Iggy Azalea’s “Kream”
Take a look at these images and asses the way in which Azalea, a white Australian woman, uses Black bodies and Black pain for her own capitalistic mocking. The way in which she steals from blackness is apparent, nut also it’s important to note the ways in which her history complicated the notion of black identity and womanhood. Azalea sees black women as grotesque props to often be mimicked and laughed at.
Iggy Azalea’s Sally Walker
The way in which Iggy Azalea takes ownership over the black body is disturbing. She twists the way in which black women have used twerking to define their own sexual freedom, and uses it for her own capitalistic success. In every frame of Mo’Bounce these black women are posed for Azalea’s benefit. Twerking is only to be commodified for Azalea, and it seems to be the only aspect of black women hood that Azalea knows about. Yet, it’s important to note that twerking does not define one’s sexuality or blackness. This ideology is only composed through the white imagination of Azalea herself. These Black women are posed to be gazed upon, instead of setting up their own boundaries through “disrespectability politics”, they are confined to a white gaze. Iggy Azalea, a white women, get to define the terms for them and tells them when and how to “bounce” whether she looks at them in the back-round of the frame or positions herself in the central narrative.
Mo’ Bounce Music Video
“I’m still going to make the same type of music.”

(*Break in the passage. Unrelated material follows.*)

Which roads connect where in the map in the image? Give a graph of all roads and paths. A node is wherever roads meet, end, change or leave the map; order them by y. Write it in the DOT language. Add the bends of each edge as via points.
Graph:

Here, a young Azelea talks about how she grew up in Australia and her desperate need to come and live in America.
The issue isn’t the fact that Azelea wants to rap but it’s her fetishization with black people and America that is un-easy. She feels the need to find escape or refuge in black culture, without truly experiencing what that means. As a white woman, with the context in the history of whiteness, will it ever be ok to commodify a culture? Can a white women ever seek refuge inside blackness?

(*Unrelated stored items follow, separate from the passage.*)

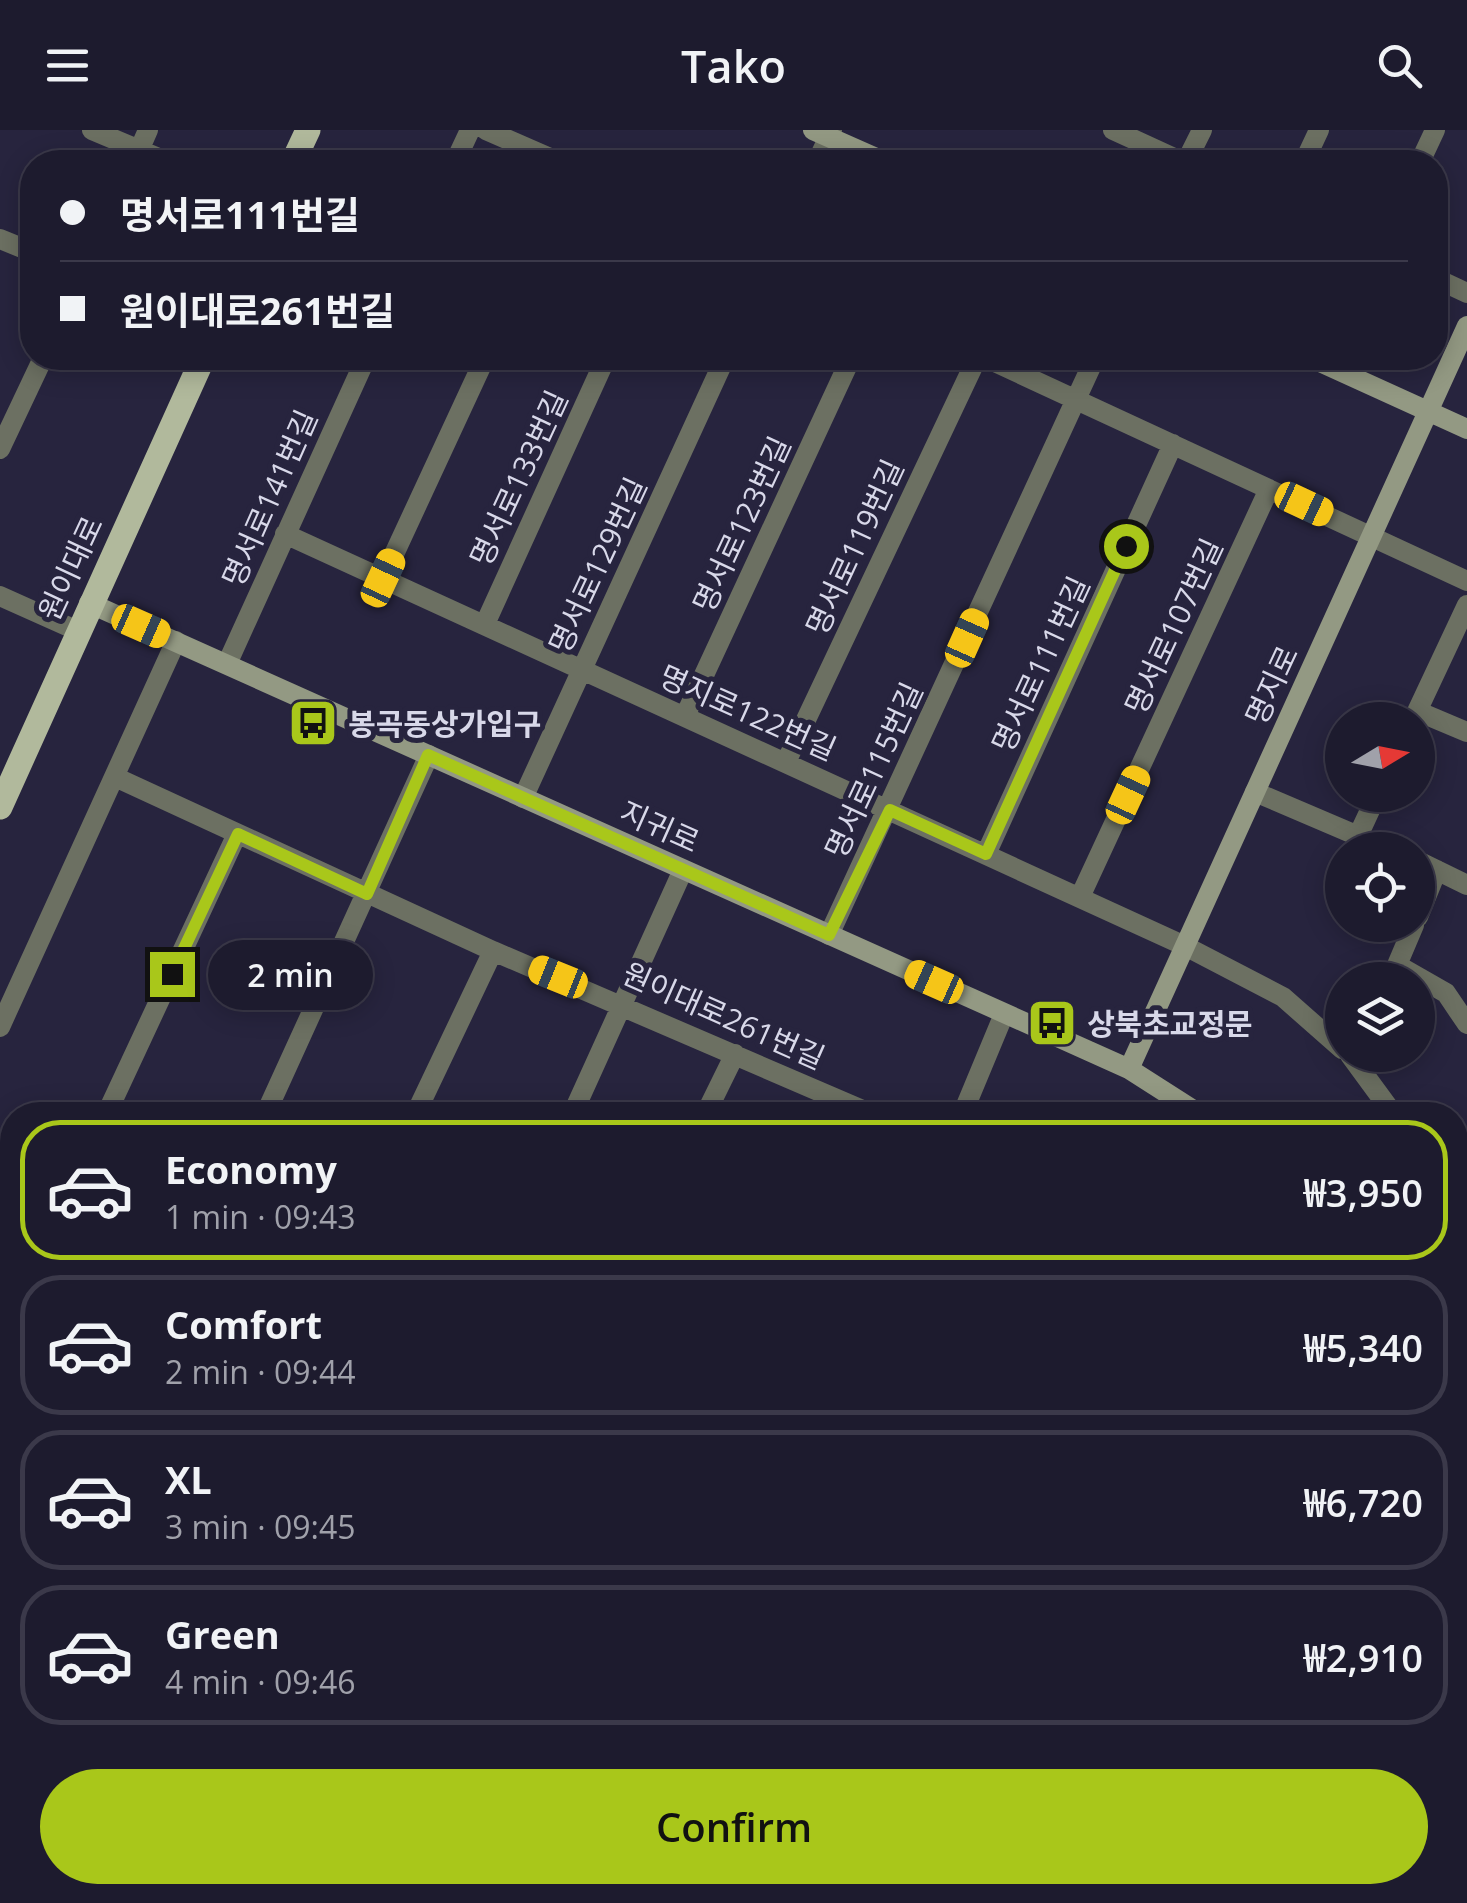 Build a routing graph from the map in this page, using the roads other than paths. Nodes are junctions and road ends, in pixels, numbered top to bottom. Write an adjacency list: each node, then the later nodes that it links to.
1 (92, 130): 5 (street)
2 (486, 130): 6 (street)
3 (1112, 130): 8 (street)
4 (825, 132): 7 (street)
5 (140, 147)
6 (532, 150)
7 (861, 150)
8 (1158, 150)
9 (1467, 326): 10 (street, 명지로)
10 (1448, 369)
11 (37, 370): 27 (street)
12 (197, 370): 34 (main road, 원이대로)
13 (360, 370): 29 (street, 명서로141번길)
14 (479, 370): 31 (street)
15 (601, 370): 36 (street, 명서로133번길)
16 (720, 370): 40 (street, 명서로129번길)
17 (845, 370): 42 (street, 명서로123번길)
18 (970, 370): 46 (street, 명서로119번길)
19 (1012, 370): 23 (street)
20 (1089, 370): 23 (street, 명서로115번길)
21 (1337, 370): 24 (street)
22 (1448, 370): 24 (street, 명지로)
23 (1076, 399): 26 (street); 51 (street, 명서로115번길)
24 (1429, 412): 25 (street); 30 (street, 명지로)
25 (1467, 429)
26 (1173, 444): 28 (street); 54 (street, 명서로111번길)
27 (0, 449)
28 (1270, 489): 30 (street); 59 (street, 명서로107번길)
29 (285, 534): 31 (street, 명지로122번길); 39 (street, 명서로141번길)
30 (1372, 536): 32 (street); 48 (street, 명지로)
31 (383, 578): 36 (street, 명지로122번길)
32 (1467, 580)
33 (0, 596): 37 (street)
34 (89, 603): 37 (main road, 원이대로); 38 (street, 지귀로)
35 (1467, 606): 41 (street)
36 (485, 624): 40 (street, 명지로122번길)
37 (78, 631): 50 (main road, 원이대로)
38 (176, 641): 39 (street, 지귀로); 47 (street)
39 (227, 664): 45 (street, 지귀로)
40 (582, 671): 42 (street, 명지로122번길); 49 (street, 명서로129번길)
41 (1421, 702)
42 (685, 716): 46 (street, 명지로122번길)
43 (1435, 722): 44 (street)
44 (1467, 732)
45 (428, 755): 49 (street, 지귀로); 58 (street)
46 (786, 762): 51 (street, 명지로122번길)
47 (115, 777): 53 (street, 원이대로261번길); 67 (street)
48 (1255, 792): 52 (street); 61 (street, 명지로)
49 (524, 798): 56 (street, 지귀로)
50 (0, 807)
51 (890, 810): 54 (street, 명지로122번길); 60 (street, 명서로115번길)
52 (1349, 832)
53 (238, 834): 58 (street, 원이대로261번길); 72 (street)
54 (986, 854): 59 (street, 명지로122번길)
55 (1435, 869): 57 (street)
56 (683, 870): 60 (street, 지귀로); 64 (street)
57 (1467, 884)
58 (367, 894): 62 (street, 원이대로261번길); 73 (street)
59 (1080, 897): 61 (street, 명지로122번길)
60 (829, 935): 65 (street, 지귀로)
61 (1185, 946): 68 (street, 명지로122번길); 70 (street, 명지로)
62 (492, 950): 64 (street, 원이대로261번길); 74 (street)
63 (1435, 989): 66 (street)
64 (624, 1004): 69 (street, 원이대로261번길); 75 (street)
65 (1004, 1014): 70 (street, 지귀로); 78 (street)
66 (1467, 1024)
67 (0, 1028)
68 (1325, 1032)
69 (735, 1054): 76 (street); 77 (street, 원이대로261번길)
70 (1129, 1069): 79 (street, 지귀로)
71 (1364, 1072): 80 (street, 명지로122번길)
72 (112, 1102)
73 (271, 1102)
74 (421, 1102)
75 (578, 1102)
76 (712, 1102)
77 (825, 1102)
78 (967, 1102)
79 (1181, 1102)
80 (1385, 1102)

Never while talking about her career and life does she mention her love for music but she does mention her love for money.
1:30 “I felt like; It just felt right (being in America); It felt like a celebration. I had gotten there. I had made it.”

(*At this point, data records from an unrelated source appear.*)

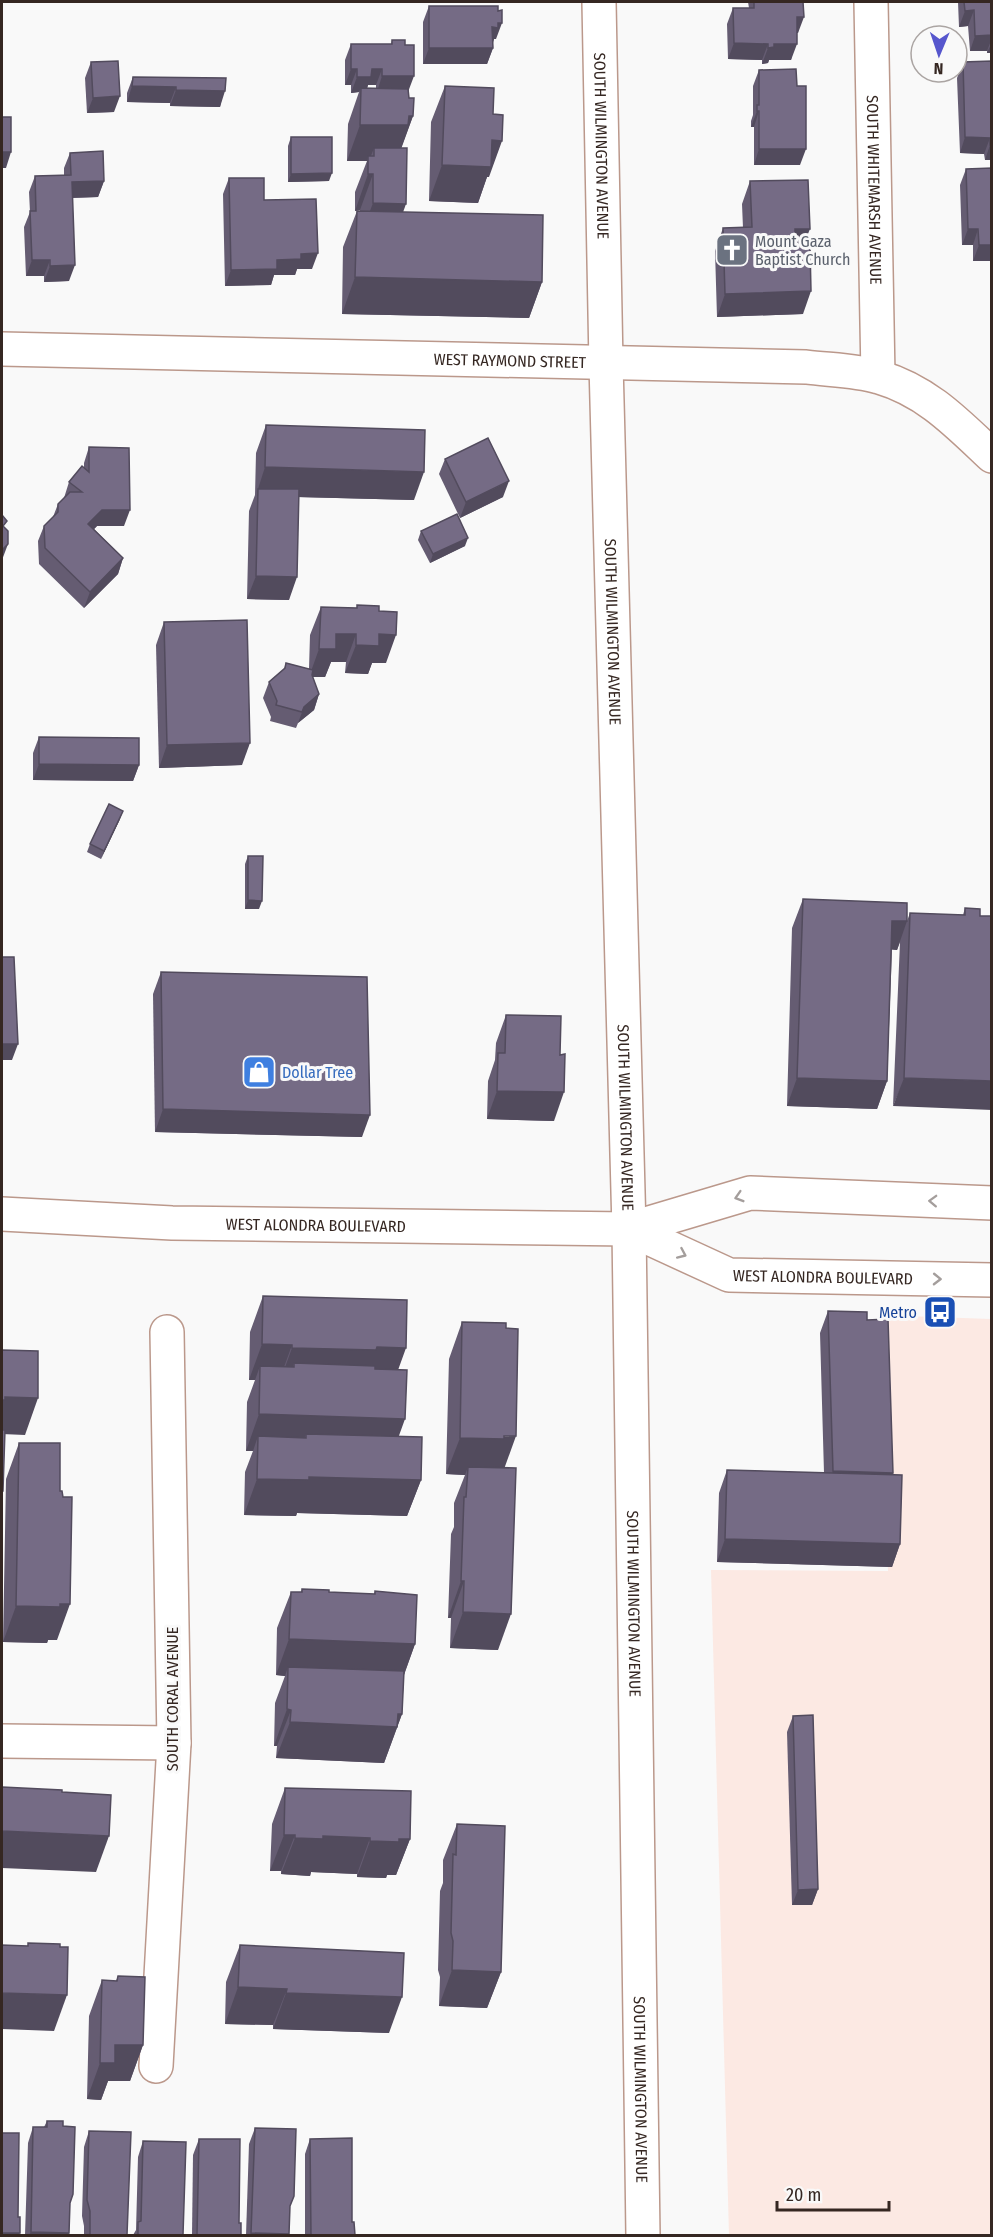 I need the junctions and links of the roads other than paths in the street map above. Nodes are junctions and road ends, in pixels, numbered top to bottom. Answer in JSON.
{"nodes":[{"id":1,"x":599,"y":2,"type":"edge"},
{"id":2,"x":871,"y":2,"type":"edge"},
{"id":3,"x":2,"y":349,"type":"edge"},
{"id":4,"x":606,"y":364,"type":"junction"},
{"id":5,"x":878,"y":376,"type":"junction"},
{"id":6,"x":992,"y":456,"type":"edge"},
{"id":7,"x":992,"y":1203,"type":"edge"},
{"id":8,"x":2,"y":1214,"type":"edge"},
{"id":9,"x":629,"y":1229,"type":"junction"},
{"id":10,"x":992,"y":1280,"type":"edge"},
{"id":11,"x":167,"y":1332,"type":"dead end"},
{"id":12,"x":2,"y":1741,"type":"edge"},
{"id":13,"x":174,"y":1743,"type":"junction"},
{"id":14,"x":156,"y":2066,"type":"dead end"},
{"id":15,"x":642,"y":2235,"type":"edge"}],
"edges":[{"from":1,"to":4,"type":"main road","name":"SOUTH WILMINGTON AVENUE"},
{"from":2,"to":5,"type":"main road","name":"SOUTH WHITEMARSH AVENUE"},
{"from":3,"to":4,"type":"main road","name":"WEST RAYMOND STREET"},
{"from":4,"to":5,"type":"main road","name":"WEST RAYMOND STREET"},
{"from":4,"to":9,"type":"main road","name":"SOUTH WILMINGTON AVENUE"},
{"from":5,"to":6,"type":"main road","name":"WEST RAYMOND STREET"},
{"from":7,"to":9,"type":"main road","name":"WEST ALONDRA BOULEVARD","one_way":true},
{"from":8,"to":9,"type":"main road","name":"WEST ALONDRA BOULEVARD"},
{"from":9,"to":10,"type":"main road","name":"WEST ALONDRA BOULEVARD","one_way":true},
{"from":9,"to":15,"type":"main road","name":"SOUTH WILMINGTON AVENUE"},
{"from":11,"to":13,"type":"main road","name":"SOUTH CORAL AVENUE"},
{"from":12,"to":13,"type":"main road"},
{"from":13,"to":14,"type":"main road","name":"SOUTH CORAL AVENUE"}]}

2:28 “The thought of failure was really not the option for me”
She also does not recognize all of the black women in music who came before her, which is a problem considering that she dons a “blaccent” (far from her own) when she raps.
“Sorry, the old Taylor can’t come to the phone right now. Why? Because she’s dead” - Taylor Swift’s Look What You Made Me Do
But can the old quirky white Taylor actually be killed?
I argue that she can’t. Taylor Swift’s history within the black community, white supremacy, and within whiteness cannot be removed. She places her white feminist gaze upon everything she does, whether or not she knows this.
She only recently spoke out against voting, against Klan members, the LGBT+ community,and for Black lives. Asking someone with this platform to speak out and up for the fans who support her is the bare minimum. Asking a wealthy white women in 2017 to speak up for LGBT community, who supports her, IS the bare minimum. White women like Taylor often tow the line between what is the right thing and what will make them more money. For a long time, speaking out against white people was a way to loose one’s fanbase. Taylor only spoke up when it became cool to do so.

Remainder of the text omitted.